Specialising in identifying global game-changers and understanding disruptive trends, Annalie is no stranger to reinventing herself or organisations she works for. Previously VP Public Affairs at BHP Billiton and Director of Innovation, Communication and Social Business for AMP, she uprooted her life in Australia for the NYC startup Sparks and Honey to direct and curate the work of some of the smartest people on the planet.
In this week’s Success Stories episode, Annalie speaks with Catherine Robson on making radical career changes midlife, how anti-apartheid activism shaped her career and why cultural relevance in business is everything.
An anti-apartheid activist during South Africa’s apartheid, Annalie was involved in coordinating the country’s first democratic elections. She saw this huge cultural shift as an opportunity for corporations to step up, innovate and be change agents of the country’s new era.

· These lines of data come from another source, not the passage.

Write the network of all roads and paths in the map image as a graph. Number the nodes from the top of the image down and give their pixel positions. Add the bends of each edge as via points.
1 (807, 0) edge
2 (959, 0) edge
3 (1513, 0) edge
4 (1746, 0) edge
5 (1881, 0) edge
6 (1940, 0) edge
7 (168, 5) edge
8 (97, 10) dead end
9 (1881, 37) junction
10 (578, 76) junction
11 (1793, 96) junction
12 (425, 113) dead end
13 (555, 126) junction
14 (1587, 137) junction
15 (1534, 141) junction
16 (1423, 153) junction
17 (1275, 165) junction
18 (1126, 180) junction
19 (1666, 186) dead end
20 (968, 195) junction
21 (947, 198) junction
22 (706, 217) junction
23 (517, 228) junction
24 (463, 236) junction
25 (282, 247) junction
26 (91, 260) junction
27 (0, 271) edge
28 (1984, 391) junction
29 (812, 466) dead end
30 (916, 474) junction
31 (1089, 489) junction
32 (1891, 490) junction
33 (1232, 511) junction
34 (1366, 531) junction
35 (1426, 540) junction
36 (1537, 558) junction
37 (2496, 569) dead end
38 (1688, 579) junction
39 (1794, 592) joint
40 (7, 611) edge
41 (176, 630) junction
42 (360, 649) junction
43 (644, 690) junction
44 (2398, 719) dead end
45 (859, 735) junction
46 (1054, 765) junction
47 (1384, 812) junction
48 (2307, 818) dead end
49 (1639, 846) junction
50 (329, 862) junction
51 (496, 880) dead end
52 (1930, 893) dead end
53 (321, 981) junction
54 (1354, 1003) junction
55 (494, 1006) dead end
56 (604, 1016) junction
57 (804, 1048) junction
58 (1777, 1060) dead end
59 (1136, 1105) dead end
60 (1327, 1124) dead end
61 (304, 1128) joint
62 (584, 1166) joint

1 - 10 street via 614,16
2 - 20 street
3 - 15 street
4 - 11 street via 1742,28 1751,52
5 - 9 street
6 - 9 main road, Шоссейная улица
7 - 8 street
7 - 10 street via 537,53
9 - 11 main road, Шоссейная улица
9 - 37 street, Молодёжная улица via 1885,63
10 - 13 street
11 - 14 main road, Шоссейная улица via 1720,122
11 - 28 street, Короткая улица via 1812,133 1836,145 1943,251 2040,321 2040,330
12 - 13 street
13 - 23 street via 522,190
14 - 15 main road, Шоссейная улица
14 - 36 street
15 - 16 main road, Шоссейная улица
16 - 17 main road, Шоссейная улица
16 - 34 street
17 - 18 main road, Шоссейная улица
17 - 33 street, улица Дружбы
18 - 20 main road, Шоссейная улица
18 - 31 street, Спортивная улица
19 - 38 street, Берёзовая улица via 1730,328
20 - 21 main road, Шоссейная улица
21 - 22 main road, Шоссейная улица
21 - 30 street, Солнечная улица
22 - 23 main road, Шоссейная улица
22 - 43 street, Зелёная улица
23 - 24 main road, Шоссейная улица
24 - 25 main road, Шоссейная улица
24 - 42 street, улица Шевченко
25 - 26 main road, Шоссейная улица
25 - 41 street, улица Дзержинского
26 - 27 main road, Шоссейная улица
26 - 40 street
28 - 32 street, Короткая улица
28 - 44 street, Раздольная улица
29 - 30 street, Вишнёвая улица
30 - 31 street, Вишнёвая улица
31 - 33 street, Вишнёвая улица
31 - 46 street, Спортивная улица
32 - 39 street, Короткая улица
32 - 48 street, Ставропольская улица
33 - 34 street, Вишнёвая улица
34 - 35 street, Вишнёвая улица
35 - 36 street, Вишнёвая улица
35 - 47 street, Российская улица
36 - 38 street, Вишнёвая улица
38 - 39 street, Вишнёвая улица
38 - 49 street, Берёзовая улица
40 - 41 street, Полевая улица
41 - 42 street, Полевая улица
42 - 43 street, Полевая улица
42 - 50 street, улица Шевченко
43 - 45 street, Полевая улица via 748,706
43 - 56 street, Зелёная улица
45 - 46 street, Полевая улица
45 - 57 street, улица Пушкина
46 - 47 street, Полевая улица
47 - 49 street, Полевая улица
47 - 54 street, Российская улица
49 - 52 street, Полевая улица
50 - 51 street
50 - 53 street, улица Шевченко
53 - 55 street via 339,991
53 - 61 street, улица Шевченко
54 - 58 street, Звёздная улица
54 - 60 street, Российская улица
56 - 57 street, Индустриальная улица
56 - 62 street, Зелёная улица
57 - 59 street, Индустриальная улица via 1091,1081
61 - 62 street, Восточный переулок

“It was important to take all these insights back into the business world and say; guys, we’ve got to do something different because this is not the end of apartheid; this is the beginning of a new South Africa. How are we as business people going to show up and right some of the wrongs of the past?” she recalls.
“That was an opportunity I saw to put forward a plan.”
Then VP Public Affairs, BHP Billiton Africa, Annalie’s plan was to establish the first Community Foundation and Community College in the country post-apartheid. Her vision? Improve economic and educational empowerment in a region affected by poverty and political violence. She later led social enterprise, the Zululand Chamber of Business Foundation in 1995.
“When you’re challenged with a really big problem, you realise that incremental steps won’t get you there.” she says.
“The breakthroughs really come when you really have to think at scale.”
“It’s about being really observant, being culturally relevant and understanding what is current for people now, what is needed in the world and then what are the conditions that you can use to your advantage.”
A market intelligence and culture forecasting firm, innovation partner and strategic consultant to F500 brands, Sparks and Honey’s winning cultural observation strategy is a blend of human insights and machine learning.
“We help our clients work out where they should be moving into next, what’s coming up hot and how minds are shifting so they can be relevant with their innovation strategies.” she says.
When it comes to strategy insights, Annalie believes age diversity is incredibly important.
“You want that fresh, optimistic point of view that isn’t tarnished with ‘I told you so and we’ve tried this before’ because there is optimism and a hope that you can do anything. At the other end of the spectrum, there are people who are much older who have stayed intellectually active.”
“Those people have the benefit of understanding that life is about cycles. They’ve seen cycles come and go so they have a resilience that they can teach younger people.”
As corporations increasingly automate jobs once done by humans, it’s the innovators, rulebreakers and strategic thinkers that will stand out from the pack. Annalie’s key piece of career advice is to get creative.
“I think it’s really important to create something.” she says.
“It’s really important to have a go at something that’s uniquely yours, where your creativity is expressed.”
“It doesn’t have to be complicated. The more you practice this act of creation, the better you become at it, the more resilient you become and the better your problem-solving skills.”
“In the future, the ability to stay employed will be directly correlated to your ability to solve complex problems. You learn that by creating something.”
Annalie left her role at AMP as Director of Innovation, Communication and Social Business in Sydney for Sparks and Honey at time many would be daunted by such a radical change.
“It’s not easy to make these big career moves. Ideally you don’t make them at 55, you make them earlier but it’s worked out really well for me.” she says.
Financial shrewdness and a few exit windfalls helped Annalie create financial stability to take the NYC career leap and also make her lifelong dream of living in the thriving metropolis a reality.
“The important thing is that you save consistently. I was also fortunate that I cashed in on the housing market in Australia. I’ve put much of my investments in the share market now in a balanced portfolio that’s actually done very nicely.” she says.
“That’s been very good in terms of enabling me to make decisions.”
“I put enough away for literally taking a year off from paid work and I’ve allowed myself that opportunity.”